I was getting my photo taken when there was a terrible sound. It was a hard thud and then a scream, or the same but in reverse order, and when I turned and saw that one of the police horses had given out on the bitumen and was lying flat on its side, I thought at first that the scream had been animal.

I knew that Steele, or something very much like it, was the horse’s name because the cop who’d been riding him was wailing that word over and over like a crazy person, and he had sinews of spit hanging from his mouth, and each iteration he loosed seemed to overlap the previous and be overlapped by the next. Had there not been the odd different word or two to interpose them all those Steeles would’ve sounded like a single breathless howl that was identical to the reaction of the voice box to terrible physical pain, to torture. The horse was pronounced dead after a horse doctor I heard somebody call Mick had checked a few vitals. Then the cop began to thrash around and beat the bitumen with his fists. Then he quieted right down and flung himself on Steele, then he beat the bitumen again and was screaming again. Eventually things got so bad that the other cop, the one who’d addressed the townspeople, was forced to restrain his partner in much the same way as if he’d just apprehended a crook. Even with his full bodyweight at his knees, plied into the small of the mourner’s back, he could hardly keep him down.
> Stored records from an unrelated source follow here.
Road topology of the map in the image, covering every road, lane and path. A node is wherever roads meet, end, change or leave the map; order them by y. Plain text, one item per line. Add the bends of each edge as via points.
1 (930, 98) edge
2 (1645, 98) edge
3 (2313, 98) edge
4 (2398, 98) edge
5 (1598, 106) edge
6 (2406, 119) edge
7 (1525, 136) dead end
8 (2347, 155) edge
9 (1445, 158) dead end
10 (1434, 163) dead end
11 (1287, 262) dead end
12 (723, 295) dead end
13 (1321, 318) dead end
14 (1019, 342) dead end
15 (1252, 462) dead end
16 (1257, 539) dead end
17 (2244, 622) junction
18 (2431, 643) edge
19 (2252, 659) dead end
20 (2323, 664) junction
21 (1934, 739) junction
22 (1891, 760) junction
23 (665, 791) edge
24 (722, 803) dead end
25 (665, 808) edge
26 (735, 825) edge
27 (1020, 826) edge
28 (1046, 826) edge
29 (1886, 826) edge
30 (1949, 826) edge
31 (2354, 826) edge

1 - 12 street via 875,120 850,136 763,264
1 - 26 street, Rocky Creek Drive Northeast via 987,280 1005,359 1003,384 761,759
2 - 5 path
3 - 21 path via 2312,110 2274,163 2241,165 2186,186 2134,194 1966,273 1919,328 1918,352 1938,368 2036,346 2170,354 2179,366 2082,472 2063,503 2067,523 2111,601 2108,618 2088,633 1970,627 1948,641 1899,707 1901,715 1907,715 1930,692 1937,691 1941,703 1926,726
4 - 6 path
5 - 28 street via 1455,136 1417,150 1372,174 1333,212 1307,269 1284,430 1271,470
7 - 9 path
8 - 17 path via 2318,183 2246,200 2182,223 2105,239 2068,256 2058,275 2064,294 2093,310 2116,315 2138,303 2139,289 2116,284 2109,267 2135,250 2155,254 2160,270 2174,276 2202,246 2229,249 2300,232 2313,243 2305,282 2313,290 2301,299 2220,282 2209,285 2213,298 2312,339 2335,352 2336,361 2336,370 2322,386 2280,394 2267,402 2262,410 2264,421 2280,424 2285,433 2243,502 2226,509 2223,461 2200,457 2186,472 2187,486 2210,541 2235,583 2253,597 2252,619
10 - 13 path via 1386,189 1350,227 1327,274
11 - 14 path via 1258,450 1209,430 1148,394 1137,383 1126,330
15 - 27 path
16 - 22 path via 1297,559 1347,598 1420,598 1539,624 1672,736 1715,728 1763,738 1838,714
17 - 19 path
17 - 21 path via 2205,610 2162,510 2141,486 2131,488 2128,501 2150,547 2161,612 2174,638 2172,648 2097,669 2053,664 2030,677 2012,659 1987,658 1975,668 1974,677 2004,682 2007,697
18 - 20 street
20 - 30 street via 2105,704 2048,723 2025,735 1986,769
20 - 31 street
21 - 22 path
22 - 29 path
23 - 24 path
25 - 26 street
Across from where I’m sitting – on the verandah of the pub – there is a wooden fence painted green and then the road and then a fucking enormous tract of copper desert and then the mountains, the loveliest I think I’ve ever laid eyes on, even lovelier than the Rockies or the Andes that make furry ant hills of them, and to my right I can see the rusted razor wire and excavated ridge of an open-cut coal mine long-since shut down. Looking at that mine, I picture the poor bloke clinging by his fingertips to the lip of it, a pit not filled with foam or even with nothing, as the mine is, and as most pits inside us seem to be, but with snakes, a pit swarming with snakes that he’d been trying in secret to wrench himself away from but that the death of his horse had cast him spectacularly into.

Probably the effect on Gindarra will be just as deep, just as inerasable. There are people who, because of position or general temperament, aren't expected to break, and when those people finally break into smithereens, everybody around them feels all the more fragile, maybe even wonders why they haven't broken yet, maybe even spends more time searching, waiting for the cracks in their own veneer to show, and veneer is absolutely the right word for it. Even the firemen had stopped to watch. Smoke from the fire they’d just quelled cast an abject pall over everything. The whole of Gindarra had gone quiet and looked to me like a pack of wretches lost in a haze. Everyone except the girl, who was no longer standing where I’d seen her last and was therefore, for all intents and purposes, no longer alive either.